Sorry to beat a dead horse but our XI instance continues to head downhill. The web GUI is sluggish, system load still goes high with many blocked processes. Now barely any services show up and now postgresql has scores of processes running, so many that last night we went over the total processes threshold. I've followed all the steps in the orphaned service FAQ, rebooted several times to no avail. This is still 2011R3.3 on CentOS 5.7 64 bit. I thought I had this licked when I stopped syslog from writing to local files as it seemed to be the culprit, but things soon became bad again. Here's the a sample of the postgresql processes running this morning.
I ran those vacuum runs this morning along with almost everything else in that page and rebooted and I got my services back. Here's what the log says so I don't know if it applies.
I just got an alert for load average over 22! vmstat shows up to 8 processes being blocked and iostat is clearly showing high iowait percentages on my RAID 1 device that is /usr/local. Those are 10K SAS drives. I am wondering if going to mirrored SSDs will get me out of this mess. Thoughts?

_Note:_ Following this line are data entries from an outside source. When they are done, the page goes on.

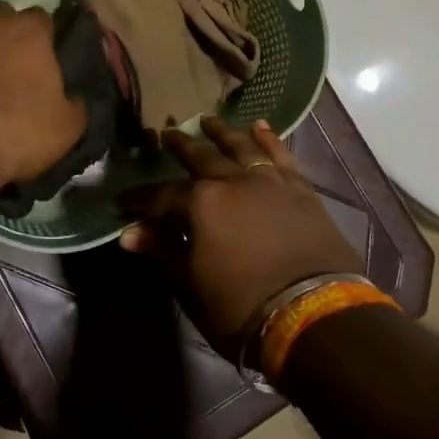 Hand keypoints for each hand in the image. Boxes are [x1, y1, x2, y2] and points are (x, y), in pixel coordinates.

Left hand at [0, 3, 86, 198]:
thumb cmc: (14, 136)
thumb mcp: (67, 129)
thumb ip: (77, 102)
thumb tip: (74, 95)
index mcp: (30, 30)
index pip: (42, 20)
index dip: (41, 41)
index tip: (38, 62)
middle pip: (2, 15)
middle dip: (4, 33)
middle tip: (3, 64)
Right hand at [121, 117, 360, 348]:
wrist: (315, 318)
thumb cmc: (241, 307)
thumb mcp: (190, 284)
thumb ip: (162, 251)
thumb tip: (130, 234)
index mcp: (200, 203)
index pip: (159, 197)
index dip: (139, 200)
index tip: (123, 201)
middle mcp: (232, 181)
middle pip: (200, 157)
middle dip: (180, 146)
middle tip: (167, 133)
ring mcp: (269, 182)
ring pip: (241, 148)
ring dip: (223, 133)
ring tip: (210, 121)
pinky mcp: (301, 191)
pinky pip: (282, 157)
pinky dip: (270, 140)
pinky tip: (262, 127) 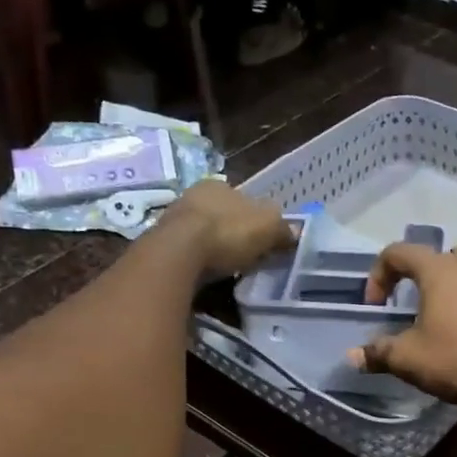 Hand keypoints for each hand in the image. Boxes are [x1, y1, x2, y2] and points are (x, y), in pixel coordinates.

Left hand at [159, 180, 293, 274]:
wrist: (179, 253)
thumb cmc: (228, 232)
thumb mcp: (269, 228)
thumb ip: (283, 228)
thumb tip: (294, 233)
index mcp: (220, 185)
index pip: (244, 199)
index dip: (257, 219)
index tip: (264, 239)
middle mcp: (194, 194)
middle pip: (222, 214)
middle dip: (234, 231)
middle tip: (247, 254)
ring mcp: (175, 217)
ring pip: (203, 231)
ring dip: (215, 245)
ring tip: (228, 266)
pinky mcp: (162, 242)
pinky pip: (189, 249)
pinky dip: (199, 258)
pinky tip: (207, 271)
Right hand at [353, 243, 456, 405]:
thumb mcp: (408, 359)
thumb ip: (379, 352)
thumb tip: (354, 356)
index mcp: (440, 270)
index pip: (400, 252)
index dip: (379, 274)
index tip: (376, 306)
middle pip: (446, 253)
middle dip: (426, 271)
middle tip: (418, 299)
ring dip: (455, 285)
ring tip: (444, 316) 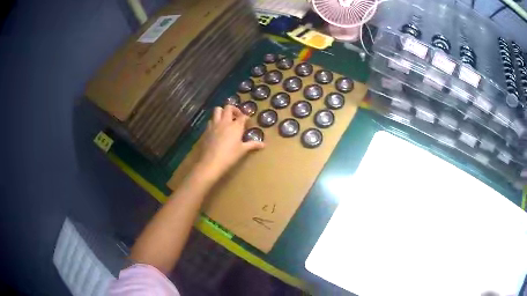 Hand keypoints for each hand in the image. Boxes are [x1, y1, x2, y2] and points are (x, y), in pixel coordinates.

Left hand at [195, 105, 264, 180]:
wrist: (211, 162)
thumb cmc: (229, 156)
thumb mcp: (242, 150)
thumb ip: (253, 145)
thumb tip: (264, 144)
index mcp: (236, 126)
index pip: (243, 116)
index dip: (246, 117)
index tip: (248, 122)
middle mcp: (225, 121)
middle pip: (229, 107)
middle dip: (234, 109)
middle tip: (237, 116)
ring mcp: (214, 124)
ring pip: (217, 110)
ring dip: (222, 112)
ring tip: (225, 119)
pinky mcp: (206, 129)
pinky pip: (211, 120)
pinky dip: (215, 121)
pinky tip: (217, 129) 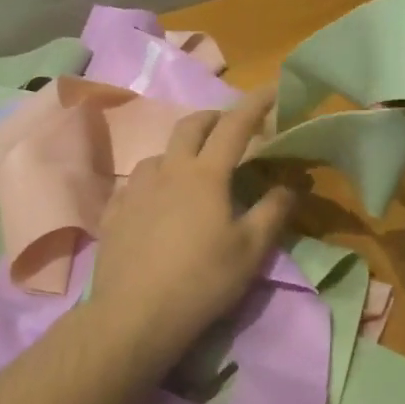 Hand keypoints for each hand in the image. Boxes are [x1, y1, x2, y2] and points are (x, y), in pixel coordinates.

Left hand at [90, 89, 296, 376]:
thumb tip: (290, 185)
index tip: (271, 89)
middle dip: (213, 117)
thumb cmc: (202, 281)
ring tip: (191, 169)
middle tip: (229, 125)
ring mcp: (135, 190)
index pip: (235, 126)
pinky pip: (135, 183)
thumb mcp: (250, 251)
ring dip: (180, 151)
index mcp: (205, 175)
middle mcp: (168, 171)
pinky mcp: (114, 213)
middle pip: (190, 126)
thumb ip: (273, 212)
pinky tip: (154, 200)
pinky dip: (153, 181)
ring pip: (159, 154)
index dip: (255, 104)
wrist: (135, 315) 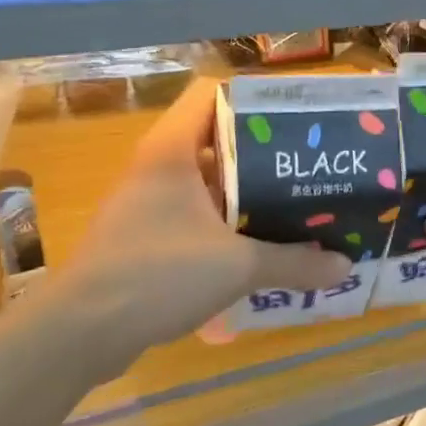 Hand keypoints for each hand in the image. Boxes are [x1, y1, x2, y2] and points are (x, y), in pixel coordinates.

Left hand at [47, 79, 351, 347]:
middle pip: (217, 140)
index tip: (298, 119)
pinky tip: (260, 248)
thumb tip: (345, 266)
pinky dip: (227, 226)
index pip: (212, 93)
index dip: (256, 99)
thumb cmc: (158, 275)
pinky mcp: (143, 238)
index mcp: (172, 150)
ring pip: (208, 183)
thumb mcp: (238, 266)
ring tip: (296, 206)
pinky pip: (195, 218)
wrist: (80, 333)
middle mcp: (157, 167)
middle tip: (309, 169)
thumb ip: (294, 263)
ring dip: (248, 195)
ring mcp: (146, 204)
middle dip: (264, 155)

I just installed the HP RAID utility for Linux. Turns out my write cache is disabled because the battery is dead. It's also a cache known to be problematic for this particular RAID controller (P400i). I am going to swap that out and see if that's been my problem all along.
It has been a week now since i replaced the cache and not one blocked process, no high load and very low io wait, so I *think* I have this resolved. My apologies for all the bandwidth spent on the wrong cause.